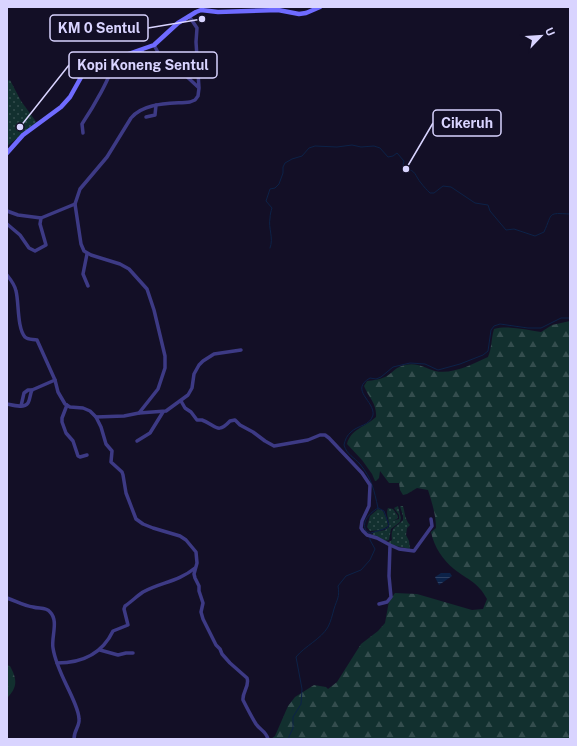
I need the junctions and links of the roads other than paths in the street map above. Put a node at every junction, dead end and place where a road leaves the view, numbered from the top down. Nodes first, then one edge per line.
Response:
1 (289, 7) edge
2 (320, 7) edge
3 (200, 8) edge
4 (290, 12) junction
5 (189, 16) junction
6 (154, 46) junction
7 (142, 50) junction
8 (114, 60) junction
9 (154, 70) dead end
10 (199, 88) junction
11 (156, 106) junction
12 (146, 117) dead end
13 (83, 133) dead end
14 (9, 148) edge
15 (7, 153) edge
16 (75, 204) junction
17 (7, 211) edge
18 (41, 218) junction
19 (7, 224) edge
20 (87, 254) junction
21 (7, 275) edge
22 (88, 286) dead end
23 (241, 350) dead end
24 (55, 380) junction
25 (181, 401) junction
26 (7, 404) edge
27 (67, 405) junction
28 (163, 412) junction
29 (139, 413) junction
30 (96, 417) junction
31 (137, 441) dead end
32 (88, 455) dead end
33 (431, 519) dead end
34 (390, 546) junction
35 (195, 568) junction
36 (7, 598) edge
37 (379, 604) dead end
38 (100, 650) junction
39 (133, 653) dead end
40 (57, 663) junction
41 (74, 739) edge
42 (268, 739) edge

1 - 4 street
2 - 4 street
3 - 4 street
3 - 5 street
5 - 6 street
5 - 10 street
6 - 7 street
6 - 10 street
7 - 8 street
7 - 9 street
8 - 13 street
8 - 14 street
10 - 11 street
11 - 12 street
11 - 16 street
14 - 15 street
16 - 18 street
16 - 20 street
17 - 18 street
18 - 19 street
20 - 22 street
20 - 29 street
21 - 24 street
23 - 25 street
24 - 26 street
24 - 27 street
25 - 28 street
25 - 34 street
27 - 30 street
27 - 32 street
28 - 29 street
28 - 31 street
29 - 30 street
30 - 35 street
33 - 34 street
34 - 37 street
35 - 38 street
35 - 42 street
36 - 40 street
38 - 39 street
38 - 40 street
40 - 41 street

▸ What is being asked
Your reply is the full set of entries reproduced exactly, with images omitted.

▸ Written answer
I need the junctions and links of the roads other than paths in the street map above. Put a node at every junction, dead end and place where a road leaves the view, numbered from the top down. Nodes first, then one edge per line.
Response:
1 (289, 7) edge
2 (320, 7) edge
3 (200, 8) edge
4 (290, 12) junction
5 (189, 16) junction
6 (154, 46) junction
7 (142, 50) junction
8 (114, 60) junction
9 (154, 70) dead end
10 (199, 88) junction
11 (156, 106) junction
12 (146, 117) dead end
13 (83, 133) dead end
14 (9, 148) edge
15 (7, 153) edge
16 (75, 204) junction
17 (7, 211) edge
18 (41, 218) junction
19 (7, 224) edge
20 (87, 254) junction
21 (7, 275) edge
22 (88, 286) dead end
23 (241, 350) dead end
24 (55, 380) junction
25 (181, 401) junction
26 (7, 404) edge
27 (67, 405) junction
28 (163, 412) junction
29 (139, 413) junction
30 (96, 417) junction
31 (137, 441) dead end
32 (88, 455) dead end
33 (431, 519) dead end
34 (390, 546) junction
35 (195, 568) junction
36 (7, 598) edge
37 (379, 604) dead end
38 (100, 650) junction
39 (133, 653) dead end
40 (57, 663) junction
41 (74, 739) edge
42 (268, 739) edge

1 - 4 street
2 - 4 street
3 - 4 street
3 - 5 street
5 - 6 street
5 - 10 street
6 - 7 street
6 - 10 street
7 - 8 street
7 - 9 street
8 - 13 street
8 - 14 street
10 - 11 street
11 - 12 street
11 - 16 street
14 - 15 street
16 - 18 street
16 - 20 street
17 - 18 street
18 - 19 street
20 - 22 street
20 - 29 street
21 - 24 street
23 - 25 street
24 - 26 street
24 - 27 street
25 - 28 street
25 - 34 street
27 - 30 street
27 - 32 street
28 - 29 street
28 - 31 street
29 - 30 street
30 - 35 street
33 - 34 street
34 - 37 street
35 - 38 street
35 - 42 street
36 - 40 street
38 - 39 street
38 - 40 street
40 - 41 street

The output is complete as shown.